-------- PROVIDED DATA

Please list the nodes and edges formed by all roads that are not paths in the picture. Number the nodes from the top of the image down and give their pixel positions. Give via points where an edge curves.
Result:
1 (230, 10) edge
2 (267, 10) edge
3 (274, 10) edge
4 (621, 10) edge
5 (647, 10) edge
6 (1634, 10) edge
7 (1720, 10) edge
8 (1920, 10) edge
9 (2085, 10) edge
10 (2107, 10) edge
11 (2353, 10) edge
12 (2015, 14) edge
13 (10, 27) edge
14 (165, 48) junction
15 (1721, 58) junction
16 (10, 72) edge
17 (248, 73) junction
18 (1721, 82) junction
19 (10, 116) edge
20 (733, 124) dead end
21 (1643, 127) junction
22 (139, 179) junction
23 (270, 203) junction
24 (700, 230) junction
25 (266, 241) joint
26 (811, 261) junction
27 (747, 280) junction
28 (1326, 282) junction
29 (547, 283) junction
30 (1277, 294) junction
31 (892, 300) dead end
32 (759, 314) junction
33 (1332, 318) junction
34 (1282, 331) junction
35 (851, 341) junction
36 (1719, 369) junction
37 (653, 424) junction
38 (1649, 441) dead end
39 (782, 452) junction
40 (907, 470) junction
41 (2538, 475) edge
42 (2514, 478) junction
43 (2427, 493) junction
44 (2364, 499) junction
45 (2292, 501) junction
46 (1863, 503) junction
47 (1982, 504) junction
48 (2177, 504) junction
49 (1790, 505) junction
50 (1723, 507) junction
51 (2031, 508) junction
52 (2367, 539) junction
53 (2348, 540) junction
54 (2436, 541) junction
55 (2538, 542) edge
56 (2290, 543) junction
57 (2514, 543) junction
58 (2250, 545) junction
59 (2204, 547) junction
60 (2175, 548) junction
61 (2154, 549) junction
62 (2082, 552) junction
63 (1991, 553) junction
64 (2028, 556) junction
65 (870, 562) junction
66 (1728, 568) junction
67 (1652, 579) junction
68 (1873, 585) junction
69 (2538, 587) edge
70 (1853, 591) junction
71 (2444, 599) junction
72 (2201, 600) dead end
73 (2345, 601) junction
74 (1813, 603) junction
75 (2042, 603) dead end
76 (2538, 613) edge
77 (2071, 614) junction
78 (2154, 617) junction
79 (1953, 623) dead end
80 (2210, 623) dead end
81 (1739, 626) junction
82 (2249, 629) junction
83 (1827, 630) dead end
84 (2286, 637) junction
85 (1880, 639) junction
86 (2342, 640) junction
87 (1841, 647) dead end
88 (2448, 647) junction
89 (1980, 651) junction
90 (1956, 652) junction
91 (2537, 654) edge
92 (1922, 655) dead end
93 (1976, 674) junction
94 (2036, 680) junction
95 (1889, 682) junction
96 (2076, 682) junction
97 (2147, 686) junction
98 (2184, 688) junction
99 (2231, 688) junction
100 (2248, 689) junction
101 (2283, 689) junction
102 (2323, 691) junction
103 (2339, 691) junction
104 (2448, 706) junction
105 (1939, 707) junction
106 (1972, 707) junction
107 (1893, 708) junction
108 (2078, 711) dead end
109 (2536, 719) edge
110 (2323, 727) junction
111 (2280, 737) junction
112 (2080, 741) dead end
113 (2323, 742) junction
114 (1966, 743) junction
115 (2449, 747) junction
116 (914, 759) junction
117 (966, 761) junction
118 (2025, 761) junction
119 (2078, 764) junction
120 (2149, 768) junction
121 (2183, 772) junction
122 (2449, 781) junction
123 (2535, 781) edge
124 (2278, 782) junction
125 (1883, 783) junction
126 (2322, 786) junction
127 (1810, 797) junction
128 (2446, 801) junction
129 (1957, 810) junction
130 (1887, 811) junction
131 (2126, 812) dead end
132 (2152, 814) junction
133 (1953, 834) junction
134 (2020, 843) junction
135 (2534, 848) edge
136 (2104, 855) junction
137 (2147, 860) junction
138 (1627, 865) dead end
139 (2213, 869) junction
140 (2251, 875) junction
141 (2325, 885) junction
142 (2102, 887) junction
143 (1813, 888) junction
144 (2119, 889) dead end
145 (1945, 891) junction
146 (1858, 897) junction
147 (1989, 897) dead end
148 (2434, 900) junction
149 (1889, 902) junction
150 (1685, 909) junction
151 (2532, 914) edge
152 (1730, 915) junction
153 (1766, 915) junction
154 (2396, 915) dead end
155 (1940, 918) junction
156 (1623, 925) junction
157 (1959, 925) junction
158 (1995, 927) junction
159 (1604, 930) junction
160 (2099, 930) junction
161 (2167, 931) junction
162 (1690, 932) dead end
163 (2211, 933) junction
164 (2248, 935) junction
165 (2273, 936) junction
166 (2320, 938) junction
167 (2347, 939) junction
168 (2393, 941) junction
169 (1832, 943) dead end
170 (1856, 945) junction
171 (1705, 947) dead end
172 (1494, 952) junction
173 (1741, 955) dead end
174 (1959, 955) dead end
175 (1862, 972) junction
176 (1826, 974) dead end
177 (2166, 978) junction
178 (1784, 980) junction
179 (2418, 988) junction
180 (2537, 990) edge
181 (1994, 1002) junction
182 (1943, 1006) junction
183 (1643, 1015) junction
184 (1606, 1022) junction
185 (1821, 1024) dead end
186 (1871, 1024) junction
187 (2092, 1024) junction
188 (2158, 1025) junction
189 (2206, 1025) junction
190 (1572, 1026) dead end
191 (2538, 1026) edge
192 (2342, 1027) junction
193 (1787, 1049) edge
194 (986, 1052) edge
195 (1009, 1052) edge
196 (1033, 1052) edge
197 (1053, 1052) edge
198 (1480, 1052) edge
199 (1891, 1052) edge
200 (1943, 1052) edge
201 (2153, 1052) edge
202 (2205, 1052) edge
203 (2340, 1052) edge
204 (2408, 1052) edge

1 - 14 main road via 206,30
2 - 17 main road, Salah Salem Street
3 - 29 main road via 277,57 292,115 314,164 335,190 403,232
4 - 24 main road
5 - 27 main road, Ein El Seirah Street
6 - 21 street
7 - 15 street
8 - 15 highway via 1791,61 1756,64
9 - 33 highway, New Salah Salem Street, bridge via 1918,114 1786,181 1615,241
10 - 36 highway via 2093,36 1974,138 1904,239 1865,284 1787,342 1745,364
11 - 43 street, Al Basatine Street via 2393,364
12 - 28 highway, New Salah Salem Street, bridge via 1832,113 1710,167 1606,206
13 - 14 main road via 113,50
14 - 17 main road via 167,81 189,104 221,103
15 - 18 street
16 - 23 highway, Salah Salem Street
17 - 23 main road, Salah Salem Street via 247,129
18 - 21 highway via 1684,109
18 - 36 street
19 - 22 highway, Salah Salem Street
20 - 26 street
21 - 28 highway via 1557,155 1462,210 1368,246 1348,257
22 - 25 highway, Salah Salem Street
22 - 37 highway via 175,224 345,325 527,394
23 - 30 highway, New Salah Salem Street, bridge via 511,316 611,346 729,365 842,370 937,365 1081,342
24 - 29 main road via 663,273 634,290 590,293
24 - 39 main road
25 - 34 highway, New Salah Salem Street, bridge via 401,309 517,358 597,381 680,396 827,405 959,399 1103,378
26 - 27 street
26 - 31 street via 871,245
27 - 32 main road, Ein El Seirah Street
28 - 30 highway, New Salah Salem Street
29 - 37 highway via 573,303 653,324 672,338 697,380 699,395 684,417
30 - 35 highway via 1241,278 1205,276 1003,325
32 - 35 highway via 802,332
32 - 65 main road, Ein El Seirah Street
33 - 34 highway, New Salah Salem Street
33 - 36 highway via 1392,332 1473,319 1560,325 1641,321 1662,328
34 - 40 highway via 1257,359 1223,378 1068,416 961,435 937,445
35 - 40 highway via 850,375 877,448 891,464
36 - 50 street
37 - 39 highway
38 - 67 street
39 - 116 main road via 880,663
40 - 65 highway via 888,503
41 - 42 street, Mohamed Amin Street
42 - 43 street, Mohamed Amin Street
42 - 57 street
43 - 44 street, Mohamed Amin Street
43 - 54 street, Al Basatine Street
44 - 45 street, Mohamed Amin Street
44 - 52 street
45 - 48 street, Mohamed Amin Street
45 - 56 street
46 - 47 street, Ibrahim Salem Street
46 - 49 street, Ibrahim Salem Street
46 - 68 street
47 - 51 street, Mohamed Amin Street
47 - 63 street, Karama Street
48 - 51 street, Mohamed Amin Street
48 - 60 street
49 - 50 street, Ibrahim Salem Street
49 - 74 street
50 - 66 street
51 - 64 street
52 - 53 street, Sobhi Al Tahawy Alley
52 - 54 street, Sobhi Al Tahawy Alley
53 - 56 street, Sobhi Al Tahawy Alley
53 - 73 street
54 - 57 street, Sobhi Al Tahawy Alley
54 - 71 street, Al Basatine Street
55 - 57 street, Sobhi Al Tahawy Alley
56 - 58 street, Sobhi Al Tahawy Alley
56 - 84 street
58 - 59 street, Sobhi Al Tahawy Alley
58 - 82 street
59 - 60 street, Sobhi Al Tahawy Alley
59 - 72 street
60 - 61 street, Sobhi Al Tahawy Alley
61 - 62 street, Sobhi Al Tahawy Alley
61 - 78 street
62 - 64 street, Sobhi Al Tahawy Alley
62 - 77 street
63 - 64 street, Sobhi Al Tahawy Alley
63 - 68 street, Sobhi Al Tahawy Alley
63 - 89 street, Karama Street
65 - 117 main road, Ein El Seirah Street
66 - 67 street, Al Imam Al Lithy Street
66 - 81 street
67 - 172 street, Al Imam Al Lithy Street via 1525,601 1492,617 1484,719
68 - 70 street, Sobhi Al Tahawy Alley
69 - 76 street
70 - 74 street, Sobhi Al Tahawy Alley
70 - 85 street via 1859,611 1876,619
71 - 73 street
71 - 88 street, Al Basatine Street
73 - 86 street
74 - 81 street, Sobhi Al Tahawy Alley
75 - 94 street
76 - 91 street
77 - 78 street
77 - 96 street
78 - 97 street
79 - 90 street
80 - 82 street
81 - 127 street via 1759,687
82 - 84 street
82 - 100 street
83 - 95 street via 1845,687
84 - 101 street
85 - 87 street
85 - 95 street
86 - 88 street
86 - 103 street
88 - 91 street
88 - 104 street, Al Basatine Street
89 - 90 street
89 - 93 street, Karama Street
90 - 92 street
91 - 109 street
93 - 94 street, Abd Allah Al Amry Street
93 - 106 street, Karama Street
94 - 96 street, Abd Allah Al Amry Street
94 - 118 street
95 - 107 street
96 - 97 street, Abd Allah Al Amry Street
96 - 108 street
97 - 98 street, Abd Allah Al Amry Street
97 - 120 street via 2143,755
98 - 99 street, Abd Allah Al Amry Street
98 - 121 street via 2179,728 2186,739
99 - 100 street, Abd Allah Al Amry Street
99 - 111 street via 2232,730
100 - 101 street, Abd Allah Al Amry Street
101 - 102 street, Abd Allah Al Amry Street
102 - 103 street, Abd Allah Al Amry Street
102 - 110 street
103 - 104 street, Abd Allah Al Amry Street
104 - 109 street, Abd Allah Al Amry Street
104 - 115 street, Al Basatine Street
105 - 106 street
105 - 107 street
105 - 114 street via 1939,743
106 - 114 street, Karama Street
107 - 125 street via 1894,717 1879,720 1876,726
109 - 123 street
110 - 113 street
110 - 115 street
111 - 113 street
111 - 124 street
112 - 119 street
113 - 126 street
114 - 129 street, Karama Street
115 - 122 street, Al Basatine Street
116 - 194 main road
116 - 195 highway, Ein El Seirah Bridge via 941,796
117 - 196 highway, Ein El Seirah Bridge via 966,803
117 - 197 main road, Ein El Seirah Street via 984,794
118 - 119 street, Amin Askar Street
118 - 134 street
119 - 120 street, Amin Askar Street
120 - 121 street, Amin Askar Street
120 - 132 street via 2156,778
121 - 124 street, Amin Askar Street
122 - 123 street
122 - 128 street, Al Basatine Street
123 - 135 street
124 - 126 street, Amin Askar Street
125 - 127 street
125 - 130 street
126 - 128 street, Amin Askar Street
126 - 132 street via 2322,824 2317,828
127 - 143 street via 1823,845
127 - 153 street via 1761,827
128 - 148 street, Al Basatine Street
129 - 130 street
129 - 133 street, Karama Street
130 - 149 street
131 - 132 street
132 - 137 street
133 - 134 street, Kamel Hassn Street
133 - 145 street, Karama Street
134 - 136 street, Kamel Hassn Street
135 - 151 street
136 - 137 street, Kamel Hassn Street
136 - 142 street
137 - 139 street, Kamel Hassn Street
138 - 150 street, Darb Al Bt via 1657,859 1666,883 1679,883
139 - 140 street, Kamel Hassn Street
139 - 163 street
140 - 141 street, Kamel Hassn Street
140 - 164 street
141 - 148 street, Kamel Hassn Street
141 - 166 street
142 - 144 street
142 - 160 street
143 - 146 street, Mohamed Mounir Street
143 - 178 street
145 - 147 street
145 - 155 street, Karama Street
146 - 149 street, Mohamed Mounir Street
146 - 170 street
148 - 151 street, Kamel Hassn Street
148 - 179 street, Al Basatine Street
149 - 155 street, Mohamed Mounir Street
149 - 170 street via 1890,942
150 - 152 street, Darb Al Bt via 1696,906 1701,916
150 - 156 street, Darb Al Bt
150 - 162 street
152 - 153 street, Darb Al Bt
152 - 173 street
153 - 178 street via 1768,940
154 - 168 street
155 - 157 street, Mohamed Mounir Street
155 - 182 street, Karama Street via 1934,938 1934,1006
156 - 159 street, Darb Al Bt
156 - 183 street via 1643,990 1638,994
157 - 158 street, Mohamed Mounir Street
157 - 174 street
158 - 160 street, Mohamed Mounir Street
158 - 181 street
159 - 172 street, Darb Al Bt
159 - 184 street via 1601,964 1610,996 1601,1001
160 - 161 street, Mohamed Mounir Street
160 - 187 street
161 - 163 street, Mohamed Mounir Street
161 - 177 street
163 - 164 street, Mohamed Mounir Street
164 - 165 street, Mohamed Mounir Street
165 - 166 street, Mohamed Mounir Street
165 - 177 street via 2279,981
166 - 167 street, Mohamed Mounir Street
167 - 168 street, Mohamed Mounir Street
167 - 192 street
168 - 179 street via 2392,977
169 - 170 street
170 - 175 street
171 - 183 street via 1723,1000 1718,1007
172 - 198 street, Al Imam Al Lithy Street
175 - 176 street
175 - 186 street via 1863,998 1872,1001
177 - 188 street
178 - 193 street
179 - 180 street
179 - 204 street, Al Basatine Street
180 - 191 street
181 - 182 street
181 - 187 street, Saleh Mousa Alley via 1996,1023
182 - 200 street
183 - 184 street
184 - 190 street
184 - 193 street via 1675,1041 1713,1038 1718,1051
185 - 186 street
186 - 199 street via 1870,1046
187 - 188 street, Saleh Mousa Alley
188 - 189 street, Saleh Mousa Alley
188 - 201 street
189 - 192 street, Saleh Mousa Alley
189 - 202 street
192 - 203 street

----------------

EXERCISE AIM:
Go through the entries above and report every line in which the word "Imam" appears.

SOLUTION BELOW:
66 - 67 street, Al Imam Al Lithy Street
67 - 172 street, Al Imam Al Lithy Street via 1525,601 1492,617 1484,719
172 - 198 street, Al Imam Al Lithy Street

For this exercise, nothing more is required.